#### Exercise goal
Exact repetition of the whole listing is what this exercise asks for.

#### Provided data

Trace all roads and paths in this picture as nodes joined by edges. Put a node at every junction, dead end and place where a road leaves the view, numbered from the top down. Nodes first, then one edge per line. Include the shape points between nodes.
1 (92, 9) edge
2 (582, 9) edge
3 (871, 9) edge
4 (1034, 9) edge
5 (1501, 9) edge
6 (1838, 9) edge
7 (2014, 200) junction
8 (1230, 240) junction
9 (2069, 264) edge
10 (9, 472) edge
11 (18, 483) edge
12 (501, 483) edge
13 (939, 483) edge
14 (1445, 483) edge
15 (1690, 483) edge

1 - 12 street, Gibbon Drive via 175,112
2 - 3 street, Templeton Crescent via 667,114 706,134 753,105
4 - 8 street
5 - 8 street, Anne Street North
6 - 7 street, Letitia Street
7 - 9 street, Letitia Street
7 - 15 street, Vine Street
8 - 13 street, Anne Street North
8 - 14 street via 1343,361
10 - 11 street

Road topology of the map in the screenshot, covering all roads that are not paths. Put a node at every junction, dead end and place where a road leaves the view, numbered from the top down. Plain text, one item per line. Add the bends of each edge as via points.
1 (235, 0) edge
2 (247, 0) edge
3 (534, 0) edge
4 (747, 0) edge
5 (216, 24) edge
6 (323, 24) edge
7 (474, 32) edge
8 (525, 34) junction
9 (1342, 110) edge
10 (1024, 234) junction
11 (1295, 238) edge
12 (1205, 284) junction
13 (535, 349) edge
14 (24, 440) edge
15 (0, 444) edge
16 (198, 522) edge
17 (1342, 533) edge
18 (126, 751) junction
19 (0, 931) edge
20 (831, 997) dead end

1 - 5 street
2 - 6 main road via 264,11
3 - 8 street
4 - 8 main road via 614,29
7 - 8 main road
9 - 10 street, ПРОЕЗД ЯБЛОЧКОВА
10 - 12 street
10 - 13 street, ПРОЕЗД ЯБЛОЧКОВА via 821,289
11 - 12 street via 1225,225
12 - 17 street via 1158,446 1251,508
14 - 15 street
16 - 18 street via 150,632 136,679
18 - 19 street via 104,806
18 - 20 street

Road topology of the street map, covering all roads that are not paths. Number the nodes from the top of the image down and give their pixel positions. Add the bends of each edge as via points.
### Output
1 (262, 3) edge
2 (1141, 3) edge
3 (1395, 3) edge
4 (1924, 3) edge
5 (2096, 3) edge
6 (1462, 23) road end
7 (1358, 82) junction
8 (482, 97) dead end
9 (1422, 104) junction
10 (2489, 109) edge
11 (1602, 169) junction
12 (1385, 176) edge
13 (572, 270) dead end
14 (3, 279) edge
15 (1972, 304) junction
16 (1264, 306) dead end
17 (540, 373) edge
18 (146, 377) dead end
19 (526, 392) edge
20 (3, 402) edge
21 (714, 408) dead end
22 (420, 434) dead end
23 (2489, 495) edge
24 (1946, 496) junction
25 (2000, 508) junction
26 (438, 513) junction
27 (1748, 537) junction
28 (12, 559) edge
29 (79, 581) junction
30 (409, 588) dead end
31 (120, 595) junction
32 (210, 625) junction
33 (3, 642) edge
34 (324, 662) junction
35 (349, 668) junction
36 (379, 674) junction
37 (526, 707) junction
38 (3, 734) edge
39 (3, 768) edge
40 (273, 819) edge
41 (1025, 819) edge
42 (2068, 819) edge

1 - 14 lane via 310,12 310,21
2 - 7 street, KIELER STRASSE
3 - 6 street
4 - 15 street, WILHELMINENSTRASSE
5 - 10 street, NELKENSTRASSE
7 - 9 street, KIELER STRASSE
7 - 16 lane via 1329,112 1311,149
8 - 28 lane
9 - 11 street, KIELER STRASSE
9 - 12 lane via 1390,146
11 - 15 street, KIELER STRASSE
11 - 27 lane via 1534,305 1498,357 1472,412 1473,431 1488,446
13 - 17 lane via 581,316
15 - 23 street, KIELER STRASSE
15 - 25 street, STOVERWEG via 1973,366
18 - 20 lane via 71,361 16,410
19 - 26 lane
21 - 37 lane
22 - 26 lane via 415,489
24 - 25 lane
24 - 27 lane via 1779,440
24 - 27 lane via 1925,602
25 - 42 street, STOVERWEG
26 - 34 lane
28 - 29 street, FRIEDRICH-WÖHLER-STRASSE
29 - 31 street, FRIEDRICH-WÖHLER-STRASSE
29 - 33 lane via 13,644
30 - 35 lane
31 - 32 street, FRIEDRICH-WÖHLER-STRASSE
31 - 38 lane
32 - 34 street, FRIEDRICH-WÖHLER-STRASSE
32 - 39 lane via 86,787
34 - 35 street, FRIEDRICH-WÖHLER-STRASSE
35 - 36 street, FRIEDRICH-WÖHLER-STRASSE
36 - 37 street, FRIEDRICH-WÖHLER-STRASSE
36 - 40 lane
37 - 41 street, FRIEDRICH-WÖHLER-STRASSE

#### Reply
Trace all roads and paths in this picture as nodes joined by edges. Put a node at every junction, dead end and place where a road leaves the view, numbered from the top down. Nodes first, then one edge per line. Include the shape points between nodes.
1 (92, 9) edge
2 (582, 9) edge
3 (871, 9) edge
4 (1034, 9) edge
5 (1501, 9) edge
6 (1838, 9) edge
7 (2014, 200) junction
8 (1230, 240) junction
9 (2069, 264) edge
10 (9, 472) edge
11 (18, 483) edge
12 (501, 483) edge
13 (939, 483) edge
14 (1445, 483) edge
15 (1690, 483) edge

1 - 12 street, Gibbon Drive via 175,112
2 - 3 street, Templeton Crescent via 667,114 706,134 753,105
4 - 8 street
5 - 8 street, Anne Street North
6 - 7 street, Letitia Street
7 - 9 street, Letitia Street
7 - 15 street, Vine Street
8 - 13 street, Anne Street North
8 - 14 street via 1343,361
10 - 11 street

Road topology of the map in the screenshot, covering all roads that are not paths. Put a node at every junction, dead end and place where a road leaves the view, numbered from the top down. Plain text, one item per line. Add the bends of each edge as via points.
1 (235, 0) edge
2 (247, 0) edge
3 (534, 0) edge
4 (747, 0) edge
5 (216, 24) edge
6 (323, 24) edge
7 (474, 32) edge
8 (525, 34) junction
9 (1342, 110) edge
10 (1024, 234) junction
11 (1295, 238) edge
12 (1205, 284) junction
13 (535, 349) edge
14 (24, 440) edge
15 (0, 444) edge
16 (198, 522) edge
17 (1342, 533) edge
18 (126, 751) junction
19 (0, 931) edge
20 (831, 997) dead end

1 - 5 street
2 - 6 main road via 264,11
3 - 8 street
4 - 8 main road via 614,29
7 - 8 main road
9 - 10 street, ПРОЕЗД ЯБЛОЧКОВА
10 - 12 street
10 - 13 street, ПРОЕЗД ЯБЛОЧКОВА via 821,289
11 - 12 street via 1225,225
12 - 17 street via 1158,446 1251,508
14 - 15 street
16 - 18 street via 150,632 136,679
18 - 19 street via 104,806
18 - 20 street

Road topology of the street map, covering all roads that are not paths. Number the nodes from the top of the image down and give their pixel positions. Add the bends of each edge as via points.
### Output
1 (262, 3) edge
2 (1141, 3) edge
3 (1395, 3) edge
4 (1924, 3) edge
5 (2096, 3) edge
6 (1462, 23) road end
7 (1358, 82) junction
8 (482, 97) dead end
9 (1422, 104) junction
10 (2489, 109) edge
11 (1602, 169) junction
12 (1385, 176) edge
13 (572, 270) dead end
14 (3, 279) edge
15 (1972, 304) junction
16 (1264, 306) dead end
17 (540, 373) edge
18 (146, 377) dead end
19 (526, 392) edge
20 (3, 402) edge
21 (714, 408) dead end
22 (420, 434) dead end
23 (2489, 495) edge
24 (1946, 496) junction
25 (2000, 508) junction
26 (438, 513) junction
27 (1748, 537) junction
28 (12, 559) edge
29 (79, 581) junction
30 (409, 588) dead end
31 (120, 595) junction
32 (210, 625) junction
33 (3, 642) edge
34 (324, 662) junction
35 (349, 668) junction
36 (379, 674) junction
37 (526, 707) junction
38 (3, 734) edge
39 (3, 768) edge
40 (273, 819) edge
41 (1025, 819) edge
42 (2068, 819) edge

1 - 14 lane via 310,12 310,21
2 - 7 street, KIELER STRASSE
3 - 6 street
4 - 15 street, WILHELMINENSTRASSE
5 - 10 street, NELKENSTRASSE
7 - 9 street, KIELER STRASSE
7 - 16 lane via 1329,112 1311,149
8 - 28 lane
9 - 11 street, KIELER STRASSE
9 - 12 lane via 1390,146
11 - 15 street, KIELER STRASSE
11 - 27 lane via 1534,305 1498,357 1472,412 1473,431 1488,446
13 - 17 lane via 581,316
15 - 23 street, KIELER STRASSE
15 - 25 street, STOVERWEG via 1973,366
18 - 20 lane via 71,361 16,410
19 - 26 lane
21 - 37 lane
22 - 26 lane via 415,489
24 - 25 lane
24 - 27 lane via 1779,440
24 - 27 lane via 1925,602
25 - 42 street, STOVERWEG
26 - 34 lane
28 - 29 street, FRIEDRICH-WÖHLER-STRASSE
29 - 31 street, FRIEDRICH-WÖHLER-STRASSE
29 - 33 lane via 13,644
30 - 35 lane
31 - 32 street, FRIEDRICH-WÖHLER-STRASSE
31 - 38 lane
32 - 34 street, FRIEDRICH-WÖHLER-STRASSE
32 - 39 lane via 86,787
34 - 35 street, FRIEDRICH-WÖHLER-STRASSE
35 - 36 street, FRIEDRICH-WÖHLER-STRASSE
36 - 37 street, FRIEDRICH-WÖHLER-STRASSE
36 - 40 lane
37 - 41 street, FRIEDRICH-WÖHLER-STRASSE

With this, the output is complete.